“Mademoiselle de Maupin,” petite édition, Charpentier, 2 vols.; vol. ii, page 12.

“I am a man of the Homeric ages;—the world in which I live is not mine, and I comprehend nothing of the social system by which I am surrounded. Never did Christ come into the world for me; I am as pagan as Alcibiades or Phidias. Never have I been to Golgotha to gather passion-flowers; and the deep river flowing from the side of the crucified, and making a crimson girdle about the world, has never bathed me with its waves.”

Page 21: “Venus may be seen; she hides nothing; for modesty is created for the ugly alone; and is a modern invention, daughter of the Christian disdain of form and matter.”

“O ancient worlds! all thou didst revere is now despised; thine idols are overthrown in dust; gaunt anchorites clad in tattered rags, gory martyrs with shoulders lacerated by the tigers of the circuses, lie heaped upon the pedestals of thy gods so comely and so charming;—the Christ has enveloped the world in his winding sheet.
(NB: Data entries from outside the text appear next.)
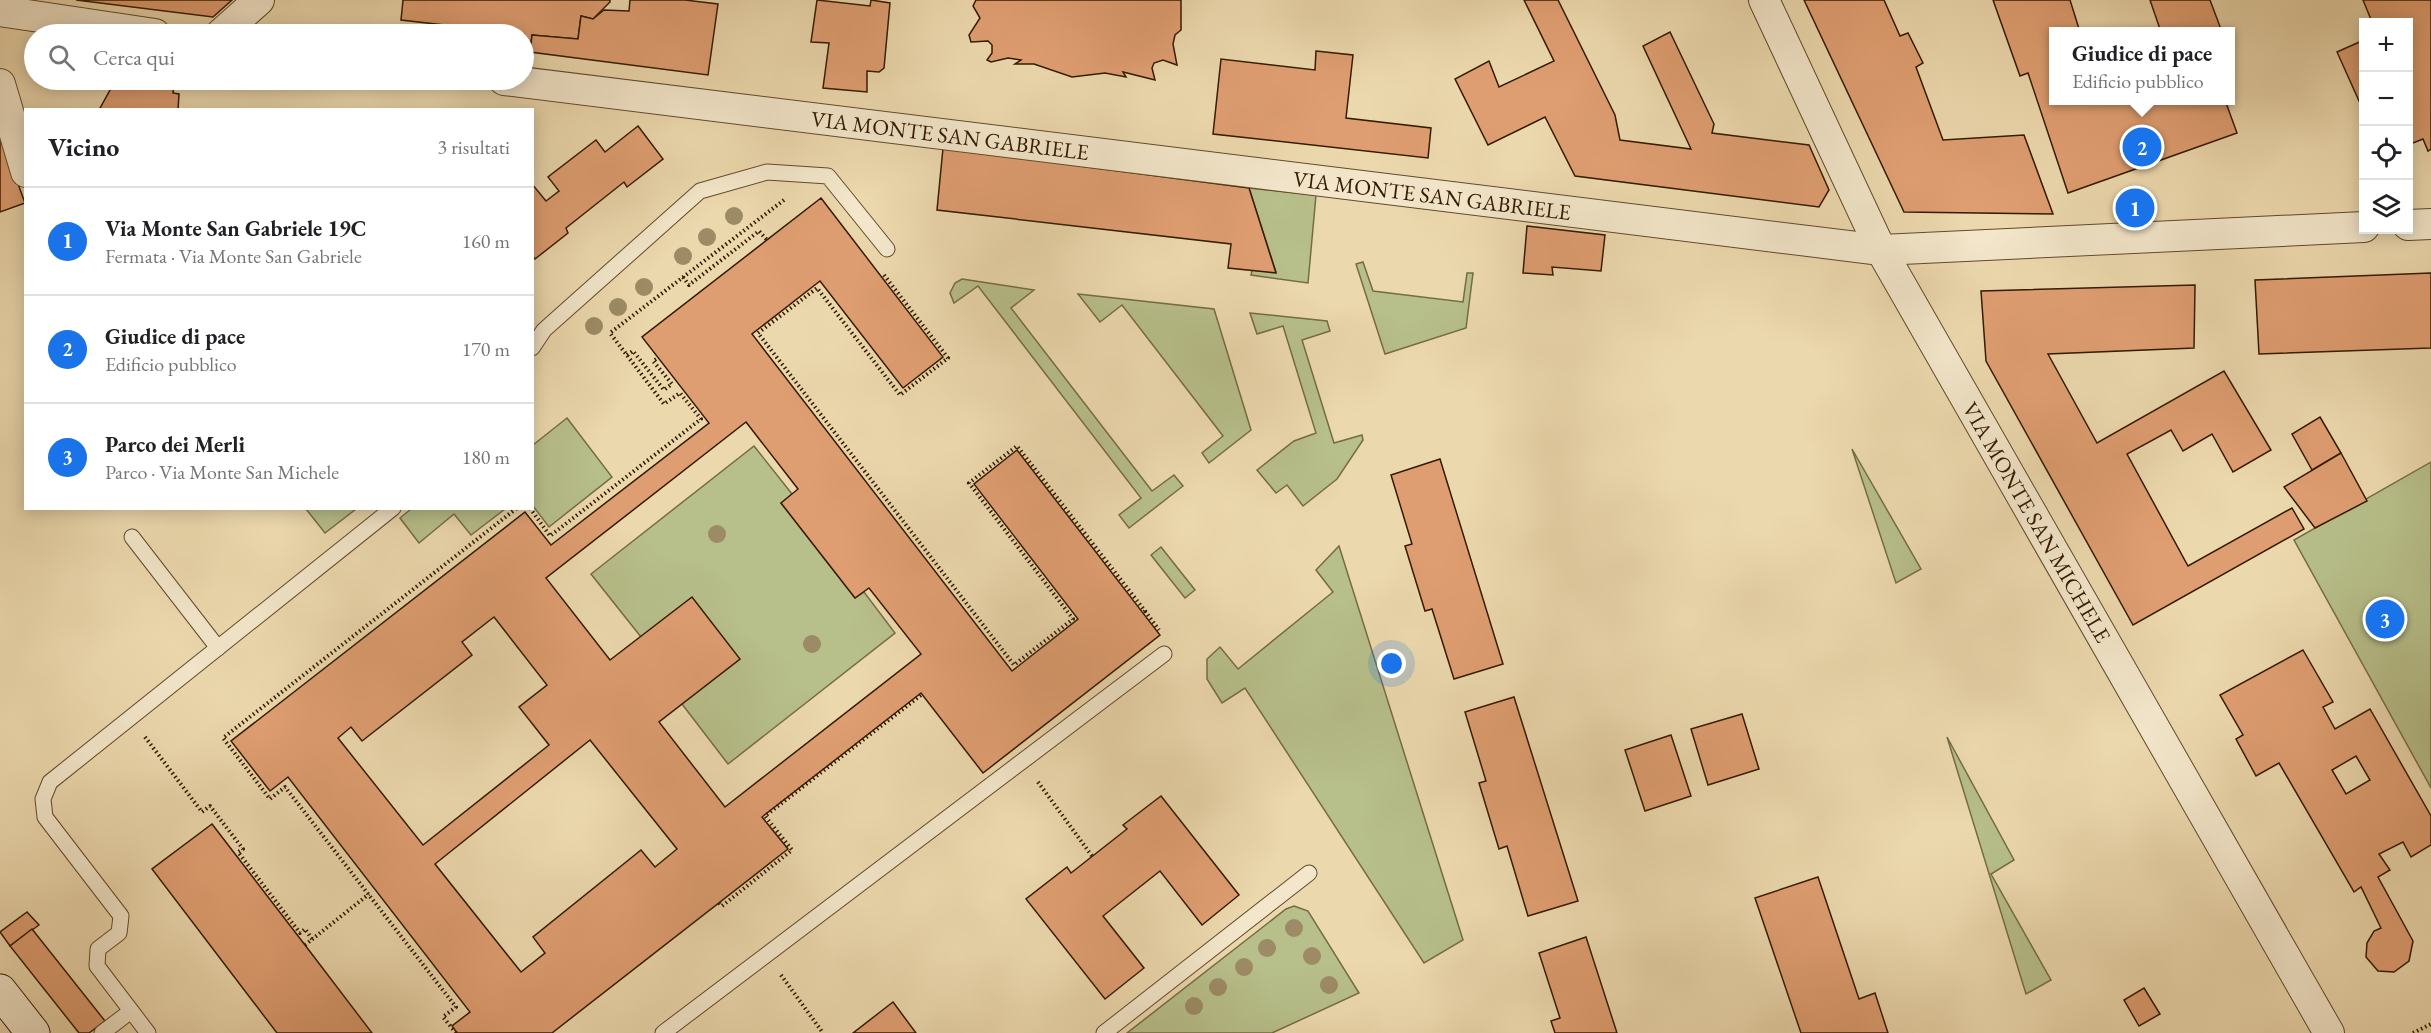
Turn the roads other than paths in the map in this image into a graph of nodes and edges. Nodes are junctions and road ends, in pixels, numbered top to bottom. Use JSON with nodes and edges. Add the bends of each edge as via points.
{"nodes":[{"id":1,"x":259,"y":0,"type":"edge"},
{"id":2,"x":1764,"y":0,"type":"edge"},
{"id":3,"x":0,"y":11,"type":"edge"},
{"id":4,"x":88,"y":24,"type":"edge"},
{"id":5,"x":232,"y":24,"type":"edge"},
{"id":6,"x":0,"y":84,"type":"edge"},
{"id":7,"x":534,"y":84,"type":"edge"},
{"id":8,"x":24,"y":165,"type":"edge"},
{"id":9,"x":2431,"y":224,"type":"edge"},
{"id":10,"x":2413,"y":225,"type":"edge"},
{"id":11,"x":2359,"y":227,"type":"edge"},
{"id":12,"x":887,"y":249,"type":"dead end"},
{"id":13,"x":1881,"y":250,"type":"junction"},
{"id":14,"x":534,"y":345,"type":"edge"},
{"id":15,"x":390,"y":510,"type":"edge"},
{"id":16,"x":132,"y":537,"type":"dead end"},
{"id":17,"x":218,"y":648,"type":"junction"},
{"id":18,"x":1164,"y":654,"type":"dead end"},
{"id":19,"x":1309,"y":873,"type":"dead end"},
{"id":20,"x":0,"y":991,"type":"edge"},
{"id":21,"x":131,"y":1011,"type":"junction"},
{"id":22,"x":33,"y":1033,"type":"edge"},
{"id":23,"x":102,"y":1033,"type":"edge"},
{"id":24,"x":148,"y":1033,"type":"edge"},
{"id":25,"x":663,"y":1033,"type":"edge"},
{"id":26,"x":1104,"y":1033,"type":"edge"},
{"id":27,"x":2329,"y":1033,"type":"edge"}],
"edges":[{"from":1,"to":5,"type":"street"},
{"from":2,"to":13,"type":"street","name":"VIA MONTE SAN MICHELE"},
{"from":3,"to":4,"type":"street"},
{"from":6,"to":8,"type":"street"},
{"from":7,"to":13,"type":"street","name":"VIA MONTE SAN GABRIELE"},
{"from":9,"to":10,"type":"street"},
{"from":11,"to":13,"type":"street","name":"VIA MONTE SAN GABRIELE"},
{"from":12,"to":14,"type":"lane","via":[[828,176],[767,172],[700,191],[543,330]]},
{"from":13,"to":27,"type":"street","name":"VIA MONTE SAN MICHELE"},
{"from":15,"to":17,"type":"lane"},
{"from":16,"to":17,"type":"lane"},
{"from":17,"to":21,"type":"lane","via":[[50,782],[43,799],[45,817],[121,916],[119,933],[98,949],[97,966]]},
{"from":18,"to":25,"type":"lane"},
{"from":19,"to":26,"type":"lane"},
{"from":20,"to":22,"type":"street"},
{"from":21,"to":23,"type":"lane"},
{"from":21,"to":24,"type":"lane"}]}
Beauty must blush for herself, must wear a shroud.”

Pages 22, 23: “Virginity, thou bitter plant, born upon a soil blood-moistened, whose wan and sickly flower opes painfully within the damp shadows of the cloister, under cold lustral rains;—rose without perfume, and bristling with thorns,—thou hast replaced for us those fair and joyous roses, besprinkled with nard and Falernian, worn by the dancing girls of Sybaris.”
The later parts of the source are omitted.